*Requirement*
Sort through the data and copy the lines holding the word "Elmwood".

*Data for this task*
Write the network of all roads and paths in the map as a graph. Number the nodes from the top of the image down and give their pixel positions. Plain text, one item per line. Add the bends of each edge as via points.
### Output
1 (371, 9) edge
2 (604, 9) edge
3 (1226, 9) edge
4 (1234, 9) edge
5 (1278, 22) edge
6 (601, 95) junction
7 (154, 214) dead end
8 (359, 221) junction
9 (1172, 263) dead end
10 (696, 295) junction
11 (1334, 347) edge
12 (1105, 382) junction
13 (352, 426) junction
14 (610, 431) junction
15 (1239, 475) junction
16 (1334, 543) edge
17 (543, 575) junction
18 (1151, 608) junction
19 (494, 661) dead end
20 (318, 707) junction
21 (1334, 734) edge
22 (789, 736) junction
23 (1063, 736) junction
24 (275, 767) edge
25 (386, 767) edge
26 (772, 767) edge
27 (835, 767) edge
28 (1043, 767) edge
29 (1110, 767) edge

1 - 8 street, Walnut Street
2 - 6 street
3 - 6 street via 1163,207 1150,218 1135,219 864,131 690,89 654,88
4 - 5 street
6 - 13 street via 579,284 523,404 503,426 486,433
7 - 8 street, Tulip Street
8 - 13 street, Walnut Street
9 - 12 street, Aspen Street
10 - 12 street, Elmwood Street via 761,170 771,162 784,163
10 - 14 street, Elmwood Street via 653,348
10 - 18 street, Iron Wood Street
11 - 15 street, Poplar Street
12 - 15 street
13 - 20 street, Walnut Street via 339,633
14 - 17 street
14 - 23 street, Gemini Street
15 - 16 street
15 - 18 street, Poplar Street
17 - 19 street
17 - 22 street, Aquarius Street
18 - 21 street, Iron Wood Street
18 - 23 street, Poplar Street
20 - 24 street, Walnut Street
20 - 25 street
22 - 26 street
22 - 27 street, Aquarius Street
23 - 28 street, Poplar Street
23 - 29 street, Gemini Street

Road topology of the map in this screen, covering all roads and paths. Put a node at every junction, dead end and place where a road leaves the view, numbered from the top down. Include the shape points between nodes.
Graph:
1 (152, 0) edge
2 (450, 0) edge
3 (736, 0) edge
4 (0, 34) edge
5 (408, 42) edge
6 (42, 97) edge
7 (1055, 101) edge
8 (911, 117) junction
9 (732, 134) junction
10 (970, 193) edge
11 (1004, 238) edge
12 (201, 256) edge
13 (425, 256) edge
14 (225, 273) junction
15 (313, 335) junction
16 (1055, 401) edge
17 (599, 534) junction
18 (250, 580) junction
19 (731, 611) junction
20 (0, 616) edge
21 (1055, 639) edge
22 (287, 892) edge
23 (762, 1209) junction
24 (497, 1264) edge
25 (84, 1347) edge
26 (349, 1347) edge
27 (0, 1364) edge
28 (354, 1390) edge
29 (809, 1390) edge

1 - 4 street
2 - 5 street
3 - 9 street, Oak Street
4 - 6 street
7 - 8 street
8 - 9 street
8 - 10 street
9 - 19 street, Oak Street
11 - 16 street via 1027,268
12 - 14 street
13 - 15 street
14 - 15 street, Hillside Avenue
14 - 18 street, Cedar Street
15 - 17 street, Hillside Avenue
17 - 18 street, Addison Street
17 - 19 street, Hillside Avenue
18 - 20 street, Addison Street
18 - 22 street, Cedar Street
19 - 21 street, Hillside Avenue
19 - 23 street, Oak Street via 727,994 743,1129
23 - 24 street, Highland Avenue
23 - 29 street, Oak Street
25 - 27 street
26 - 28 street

---

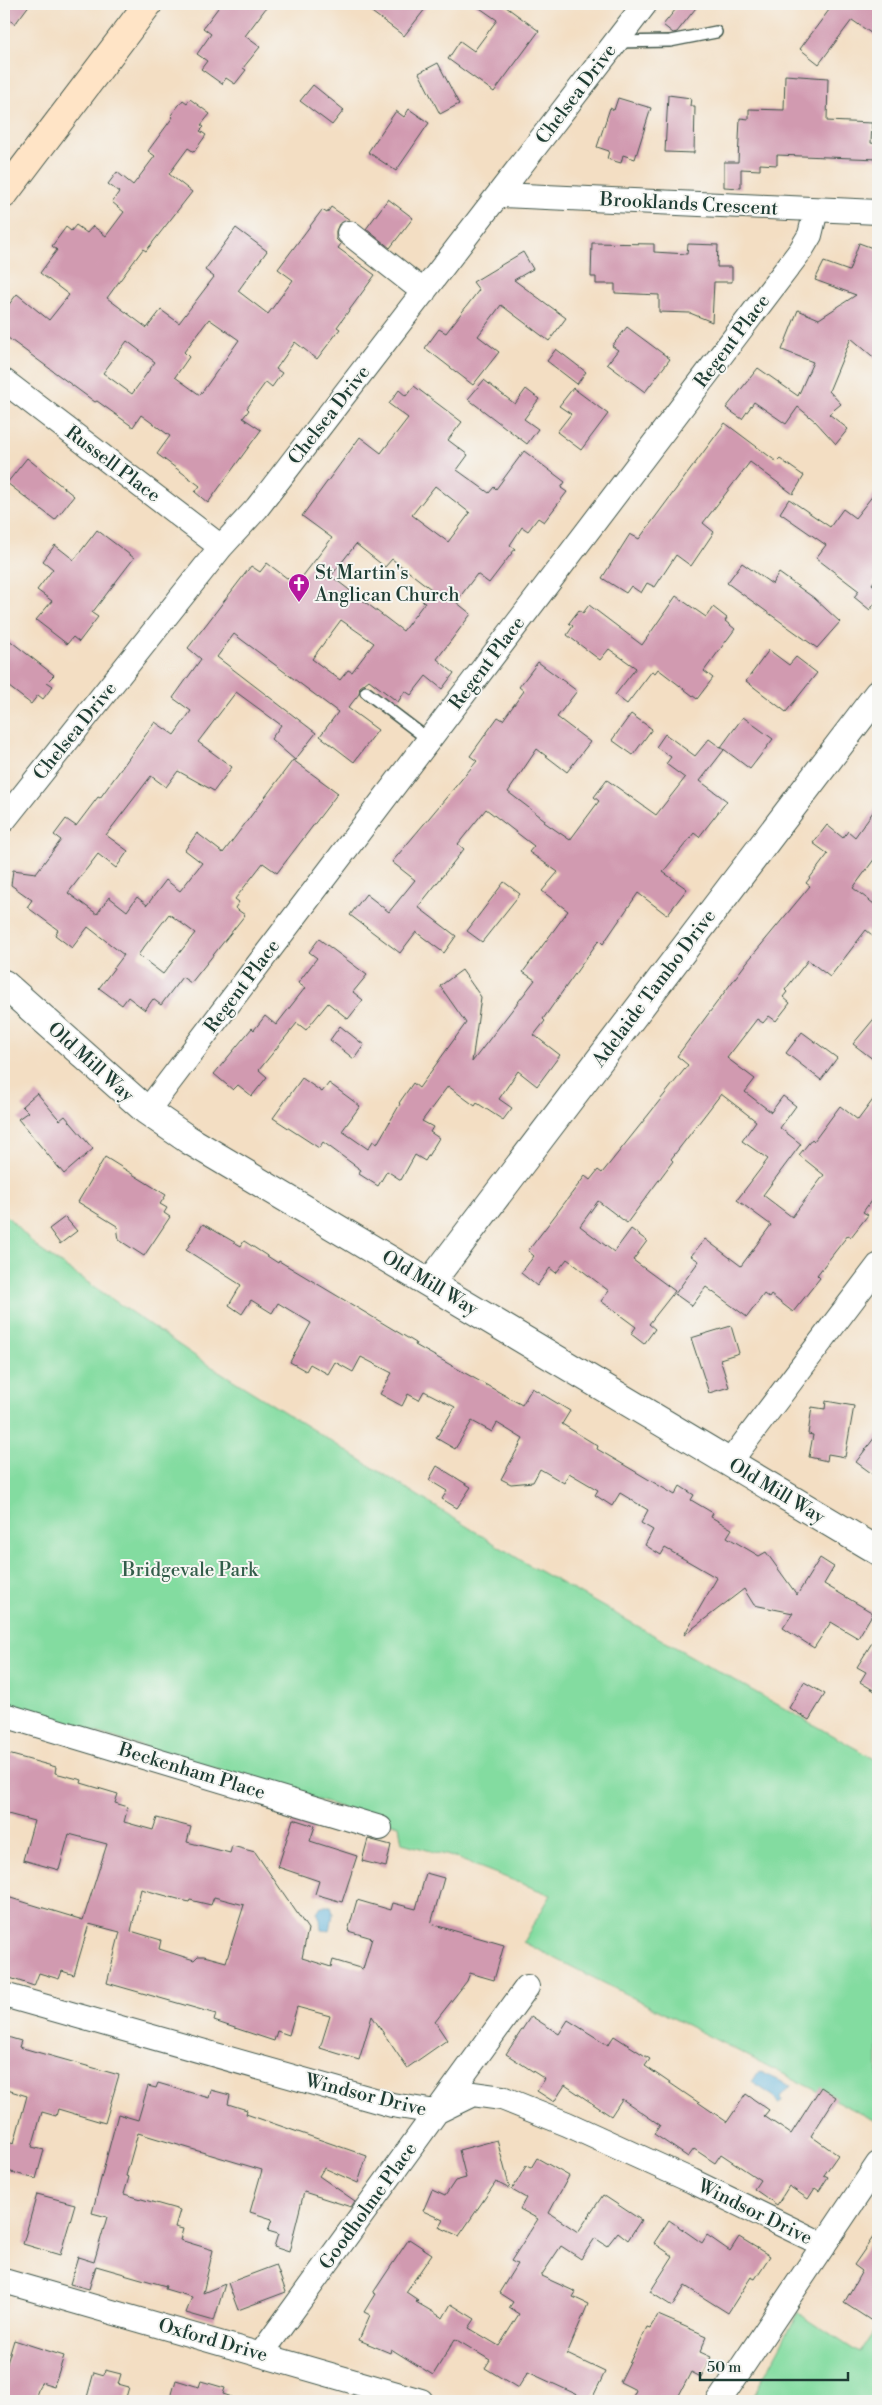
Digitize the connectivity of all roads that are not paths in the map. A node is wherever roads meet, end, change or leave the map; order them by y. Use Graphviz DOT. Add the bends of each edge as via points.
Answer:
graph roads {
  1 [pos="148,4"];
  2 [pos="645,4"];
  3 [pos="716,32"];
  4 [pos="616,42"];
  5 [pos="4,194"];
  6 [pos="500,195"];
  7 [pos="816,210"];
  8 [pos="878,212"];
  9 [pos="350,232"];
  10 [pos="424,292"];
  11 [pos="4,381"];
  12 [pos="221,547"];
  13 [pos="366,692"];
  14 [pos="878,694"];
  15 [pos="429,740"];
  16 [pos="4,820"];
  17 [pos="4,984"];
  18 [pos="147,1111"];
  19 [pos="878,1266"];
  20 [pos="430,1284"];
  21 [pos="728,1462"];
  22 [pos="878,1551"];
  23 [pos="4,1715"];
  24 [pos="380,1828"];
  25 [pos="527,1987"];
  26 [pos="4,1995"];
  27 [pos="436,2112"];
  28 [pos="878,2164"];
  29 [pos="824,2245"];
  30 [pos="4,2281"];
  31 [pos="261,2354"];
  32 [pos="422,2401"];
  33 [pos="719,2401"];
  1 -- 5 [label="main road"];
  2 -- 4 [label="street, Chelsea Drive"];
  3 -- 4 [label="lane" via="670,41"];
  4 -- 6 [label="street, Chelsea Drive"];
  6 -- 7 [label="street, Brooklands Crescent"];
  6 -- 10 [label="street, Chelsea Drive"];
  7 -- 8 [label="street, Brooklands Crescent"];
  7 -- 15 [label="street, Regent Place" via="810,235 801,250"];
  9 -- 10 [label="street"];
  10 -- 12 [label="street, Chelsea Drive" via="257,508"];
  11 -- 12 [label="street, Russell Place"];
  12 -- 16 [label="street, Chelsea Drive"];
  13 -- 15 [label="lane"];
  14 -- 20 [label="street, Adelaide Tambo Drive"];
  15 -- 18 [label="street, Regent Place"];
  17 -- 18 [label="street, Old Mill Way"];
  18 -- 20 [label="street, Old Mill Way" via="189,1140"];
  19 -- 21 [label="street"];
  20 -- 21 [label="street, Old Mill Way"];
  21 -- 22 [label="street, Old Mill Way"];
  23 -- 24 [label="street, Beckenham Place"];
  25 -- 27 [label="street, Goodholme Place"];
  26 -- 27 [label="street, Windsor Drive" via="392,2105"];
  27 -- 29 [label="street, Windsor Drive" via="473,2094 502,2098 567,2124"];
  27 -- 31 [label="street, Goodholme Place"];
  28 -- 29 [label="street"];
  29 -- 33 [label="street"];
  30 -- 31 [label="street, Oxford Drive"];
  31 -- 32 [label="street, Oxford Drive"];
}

*Output below*
10 - 12 street, Elmwood Street via 761,170 771,162 784,163
10 - 14 street, Elmwood Street via 653,348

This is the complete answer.